About six months ago, Ellen DeGeneres posted this video to her facebook page: (http://www.facebook.com/video/video.php?v=592846987806). In the recent months that have followed, I’ve (thankfully) seen numerous things meant to help kids who’ve been bullied. I was moved by YouTube’s “It Gets Better” campaign. I am proud to be living in a city where the Forum for Equality is creating and pushing through legislature that will help aid students in this issue. Creative companies like bitchmodeproductions (BMP T-shirts) have designed products like this (http://www.bitchmodeproductions.com/selfaffirmation.html) self-affirmation tee to be a striking visual way to confront the issue. All over people are waking up to this issue, and are working to make it a non-issue.

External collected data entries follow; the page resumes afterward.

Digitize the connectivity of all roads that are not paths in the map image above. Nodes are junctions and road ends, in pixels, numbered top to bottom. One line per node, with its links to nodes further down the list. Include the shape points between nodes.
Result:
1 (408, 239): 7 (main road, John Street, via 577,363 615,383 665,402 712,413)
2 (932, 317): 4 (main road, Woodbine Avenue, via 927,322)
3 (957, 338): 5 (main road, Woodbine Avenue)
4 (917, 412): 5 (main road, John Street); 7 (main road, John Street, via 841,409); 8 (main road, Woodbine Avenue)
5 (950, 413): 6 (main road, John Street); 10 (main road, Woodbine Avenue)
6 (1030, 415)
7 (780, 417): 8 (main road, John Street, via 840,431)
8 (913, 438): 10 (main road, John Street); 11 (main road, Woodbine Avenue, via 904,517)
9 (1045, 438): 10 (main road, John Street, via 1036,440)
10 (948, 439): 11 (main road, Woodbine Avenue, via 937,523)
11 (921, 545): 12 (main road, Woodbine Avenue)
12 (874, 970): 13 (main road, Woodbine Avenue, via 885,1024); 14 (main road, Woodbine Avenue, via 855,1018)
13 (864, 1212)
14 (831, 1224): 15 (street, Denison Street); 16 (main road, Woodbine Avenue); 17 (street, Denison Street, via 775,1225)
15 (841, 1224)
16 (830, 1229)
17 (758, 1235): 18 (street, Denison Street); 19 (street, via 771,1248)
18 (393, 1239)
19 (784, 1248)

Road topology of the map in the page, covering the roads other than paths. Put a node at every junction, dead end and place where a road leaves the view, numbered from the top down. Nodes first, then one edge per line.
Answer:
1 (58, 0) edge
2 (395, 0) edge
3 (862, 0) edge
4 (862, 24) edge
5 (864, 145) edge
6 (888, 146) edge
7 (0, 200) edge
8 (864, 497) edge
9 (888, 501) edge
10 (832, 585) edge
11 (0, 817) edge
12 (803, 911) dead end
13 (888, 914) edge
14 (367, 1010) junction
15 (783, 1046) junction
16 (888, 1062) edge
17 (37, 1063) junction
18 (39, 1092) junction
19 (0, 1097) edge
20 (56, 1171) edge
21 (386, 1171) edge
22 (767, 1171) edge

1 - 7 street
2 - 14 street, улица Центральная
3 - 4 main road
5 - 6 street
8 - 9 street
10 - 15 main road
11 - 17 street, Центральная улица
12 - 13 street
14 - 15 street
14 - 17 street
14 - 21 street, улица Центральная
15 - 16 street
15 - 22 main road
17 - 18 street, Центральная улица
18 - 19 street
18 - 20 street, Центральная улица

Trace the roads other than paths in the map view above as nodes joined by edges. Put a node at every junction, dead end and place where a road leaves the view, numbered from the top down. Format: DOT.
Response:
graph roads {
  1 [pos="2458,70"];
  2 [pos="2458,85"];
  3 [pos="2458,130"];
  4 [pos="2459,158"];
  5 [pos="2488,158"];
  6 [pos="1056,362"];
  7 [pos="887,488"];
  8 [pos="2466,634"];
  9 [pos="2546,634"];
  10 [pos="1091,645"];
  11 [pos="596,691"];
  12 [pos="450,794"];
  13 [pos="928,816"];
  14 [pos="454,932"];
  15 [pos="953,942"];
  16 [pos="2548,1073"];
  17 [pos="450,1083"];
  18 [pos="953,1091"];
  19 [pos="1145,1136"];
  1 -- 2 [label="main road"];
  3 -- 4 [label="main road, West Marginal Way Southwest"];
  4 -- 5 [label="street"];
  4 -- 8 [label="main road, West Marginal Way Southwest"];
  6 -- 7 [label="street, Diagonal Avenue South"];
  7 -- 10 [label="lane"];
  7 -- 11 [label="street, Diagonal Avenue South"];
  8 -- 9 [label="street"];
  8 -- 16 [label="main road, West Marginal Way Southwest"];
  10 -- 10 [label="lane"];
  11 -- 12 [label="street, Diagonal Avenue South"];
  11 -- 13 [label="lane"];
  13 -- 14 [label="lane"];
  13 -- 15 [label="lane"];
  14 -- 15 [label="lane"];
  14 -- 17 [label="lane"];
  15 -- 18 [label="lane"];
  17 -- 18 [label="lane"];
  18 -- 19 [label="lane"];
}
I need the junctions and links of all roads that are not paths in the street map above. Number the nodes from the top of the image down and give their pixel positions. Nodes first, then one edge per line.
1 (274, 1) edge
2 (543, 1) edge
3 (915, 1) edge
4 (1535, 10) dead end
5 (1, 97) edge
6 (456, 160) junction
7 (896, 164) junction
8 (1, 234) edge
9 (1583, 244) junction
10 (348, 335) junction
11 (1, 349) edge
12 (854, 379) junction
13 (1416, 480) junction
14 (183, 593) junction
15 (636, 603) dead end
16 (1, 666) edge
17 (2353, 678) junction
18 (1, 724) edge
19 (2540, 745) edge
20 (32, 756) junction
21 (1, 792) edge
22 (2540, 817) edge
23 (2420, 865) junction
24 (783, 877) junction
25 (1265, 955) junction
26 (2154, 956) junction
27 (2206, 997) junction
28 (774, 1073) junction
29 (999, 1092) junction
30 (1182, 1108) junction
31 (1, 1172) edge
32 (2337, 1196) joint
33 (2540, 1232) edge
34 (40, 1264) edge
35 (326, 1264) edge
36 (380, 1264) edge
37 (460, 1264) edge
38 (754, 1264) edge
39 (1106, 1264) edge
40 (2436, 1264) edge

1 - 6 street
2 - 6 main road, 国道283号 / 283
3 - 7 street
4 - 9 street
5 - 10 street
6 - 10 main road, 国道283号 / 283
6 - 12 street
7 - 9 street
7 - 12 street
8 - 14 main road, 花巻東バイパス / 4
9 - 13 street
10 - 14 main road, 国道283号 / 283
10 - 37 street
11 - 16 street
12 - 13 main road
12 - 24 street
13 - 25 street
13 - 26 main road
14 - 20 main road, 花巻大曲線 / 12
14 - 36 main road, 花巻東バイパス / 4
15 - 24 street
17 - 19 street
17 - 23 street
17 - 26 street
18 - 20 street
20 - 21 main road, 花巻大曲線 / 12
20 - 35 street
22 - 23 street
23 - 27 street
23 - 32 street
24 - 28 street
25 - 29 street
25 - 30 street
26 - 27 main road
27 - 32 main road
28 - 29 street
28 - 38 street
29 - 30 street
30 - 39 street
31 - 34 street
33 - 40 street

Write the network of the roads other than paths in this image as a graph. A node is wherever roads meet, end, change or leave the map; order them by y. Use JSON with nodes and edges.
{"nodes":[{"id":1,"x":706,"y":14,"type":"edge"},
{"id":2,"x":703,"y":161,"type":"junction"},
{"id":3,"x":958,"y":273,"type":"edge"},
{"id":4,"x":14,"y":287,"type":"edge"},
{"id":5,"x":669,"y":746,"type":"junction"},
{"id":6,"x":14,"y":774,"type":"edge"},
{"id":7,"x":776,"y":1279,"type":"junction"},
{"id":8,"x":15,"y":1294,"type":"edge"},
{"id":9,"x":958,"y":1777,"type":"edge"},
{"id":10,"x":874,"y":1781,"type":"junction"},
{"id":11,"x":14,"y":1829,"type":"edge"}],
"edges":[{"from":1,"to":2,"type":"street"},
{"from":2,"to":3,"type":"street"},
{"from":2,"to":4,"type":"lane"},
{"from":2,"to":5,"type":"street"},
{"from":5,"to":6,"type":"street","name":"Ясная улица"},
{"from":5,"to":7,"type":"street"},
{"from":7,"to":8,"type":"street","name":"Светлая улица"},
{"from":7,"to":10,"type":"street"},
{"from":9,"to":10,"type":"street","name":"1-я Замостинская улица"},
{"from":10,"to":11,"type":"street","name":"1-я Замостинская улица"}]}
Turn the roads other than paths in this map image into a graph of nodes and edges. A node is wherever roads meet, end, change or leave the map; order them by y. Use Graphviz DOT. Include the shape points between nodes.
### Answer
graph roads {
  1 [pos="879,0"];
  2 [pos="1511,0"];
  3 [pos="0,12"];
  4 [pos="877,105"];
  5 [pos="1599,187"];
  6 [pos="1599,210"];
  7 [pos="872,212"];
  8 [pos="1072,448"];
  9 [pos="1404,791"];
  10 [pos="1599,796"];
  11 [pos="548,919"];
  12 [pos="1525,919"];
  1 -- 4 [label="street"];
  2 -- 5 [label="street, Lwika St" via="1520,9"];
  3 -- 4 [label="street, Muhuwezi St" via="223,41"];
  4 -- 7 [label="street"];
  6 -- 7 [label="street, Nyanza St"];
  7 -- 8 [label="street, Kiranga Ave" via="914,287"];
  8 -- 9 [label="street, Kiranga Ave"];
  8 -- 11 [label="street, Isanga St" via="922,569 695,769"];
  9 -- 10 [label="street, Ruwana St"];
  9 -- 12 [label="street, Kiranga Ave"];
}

As a group, W.E.L.L. has started its Y.E.L.L. programming in response to the bullicides in the last year. We are pitching ideas to the Algiers school board about starting a free chess club and book club/writing workshop for jr high students in the public schools. The chess club is important for several reasons, and while I did help start the chess club in my high school, the book club is dearest to my heart in this facet of Y.E.L.L. I believe in the power of literature, just like I believe in the power of “It Gets Better” and BMP T-shirts. Reading about others can help open our own lives to an amazing degree. We have books that highlight LGBT issues, like Totally Joe by James Howe, and After Tupac and D Foster by Jacqueline Woodson. Reading about kids their own age who know someone who is gay or are gay themselves will help our kids see it as a non-issue. Gay happens-it’s not threatening or harmful, it just is. If you’re straight, then no one is going to make you gay. If you are gay, no one is going to make you straight. I want that to be the idea kids grow up with. That they are safe in whoever they are, and no one will force them to be something other than that.

Unfortunately, kids today do not have that piece of mind. Kids believe what their parents believe, and parents can range from open-minded and peaceful to belligerent and violent. I can’t say I understand this chasm of difference, because I do not. What I do believe is that kids today don’t understand the huge spectrum any more than I do; they believe what they’ve grown up believing. Until they can move out on their own, and really see the world without distraction, they won’t be able to decide for themselves. So the problem becomes, what can we do in the meantime, while the kids bulling others are still blind, and the kids being bullied have no hope of it ending before high school ends?

I don’t have a quick-fix answer. I wish I did. All I have are the questions that I think we all have right now. Can we fix it? How? What can we do today-right now-to make it better?

I know one thing we can do: we can talk. We can talk about the kids who are gone now, and why. We can talk about bullies that we had in our school days, and how it didn’t last forever. We can talk about peace and acceptance, and prove that in our own attitudes and lives. We can talk about characters that survive in books, we can talk about role models making stands, we can talk about legislation being written and fought for, and we can wear our shirts and make our video clips. This is all something that any one of us can do, right now, today. You can do it at work-during your lunch break, you can mention the idea. You can do it on the street car, but explaining the LGBT friendly book you’re reading. You can do it silently in line at the grocery by wearing your self-affirmation t-shirt proudly. You can do it by passing this blog on to someone who needs to know they’re not alone. 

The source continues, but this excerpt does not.